Exercise prompt: Extract each line from the entries below that has the string "GIACOMO" in it.

————————

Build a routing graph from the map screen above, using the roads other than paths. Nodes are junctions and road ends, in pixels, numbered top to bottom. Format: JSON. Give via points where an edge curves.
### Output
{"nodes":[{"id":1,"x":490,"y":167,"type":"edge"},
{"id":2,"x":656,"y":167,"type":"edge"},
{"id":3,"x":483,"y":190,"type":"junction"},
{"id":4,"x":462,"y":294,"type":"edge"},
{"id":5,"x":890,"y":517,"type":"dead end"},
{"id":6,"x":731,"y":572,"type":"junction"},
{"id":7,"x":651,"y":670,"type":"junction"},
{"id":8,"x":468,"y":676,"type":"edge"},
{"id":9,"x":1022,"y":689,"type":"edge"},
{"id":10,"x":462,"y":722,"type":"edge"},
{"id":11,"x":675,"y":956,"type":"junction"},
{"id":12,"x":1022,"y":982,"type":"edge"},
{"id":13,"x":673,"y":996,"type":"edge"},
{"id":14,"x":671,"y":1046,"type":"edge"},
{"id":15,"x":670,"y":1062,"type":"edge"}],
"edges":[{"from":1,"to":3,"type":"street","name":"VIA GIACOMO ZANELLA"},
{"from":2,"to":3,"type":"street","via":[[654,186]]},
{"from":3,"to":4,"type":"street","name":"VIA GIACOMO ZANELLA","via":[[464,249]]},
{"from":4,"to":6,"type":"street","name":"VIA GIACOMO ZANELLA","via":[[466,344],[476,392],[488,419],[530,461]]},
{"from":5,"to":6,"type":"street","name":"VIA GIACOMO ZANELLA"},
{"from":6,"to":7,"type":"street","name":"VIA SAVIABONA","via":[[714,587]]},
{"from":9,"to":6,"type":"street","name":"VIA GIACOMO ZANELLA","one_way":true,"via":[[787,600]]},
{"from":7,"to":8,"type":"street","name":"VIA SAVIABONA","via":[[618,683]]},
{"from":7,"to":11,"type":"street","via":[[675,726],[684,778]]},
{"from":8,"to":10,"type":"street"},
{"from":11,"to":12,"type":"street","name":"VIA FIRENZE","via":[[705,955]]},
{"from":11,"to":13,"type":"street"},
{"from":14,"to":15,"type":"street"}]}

————————

Task solution:
"edges":[{"from":1,"to":3,"type":"street","name":"VIA GIACOMO ZANELLA"},
{"from":3,"to":4,"type":"street","name":"VIA GIACOMO ZANELLA","via":[[464,249]]},
{"from":4,"to":6,"type":"street","name":"VIA GIACOMO ZANELLA","via":[[466,344],[476,392],[488,419],[530,461]]},
{"from":5,"to":6,"type":"street","name":"VIA GIACOMO ZANELLA"},
{"from":9,"to":6,"type":"street","name":"VIA GIACOMO ZANELLA","one_way":true,"via":[[787,600]]},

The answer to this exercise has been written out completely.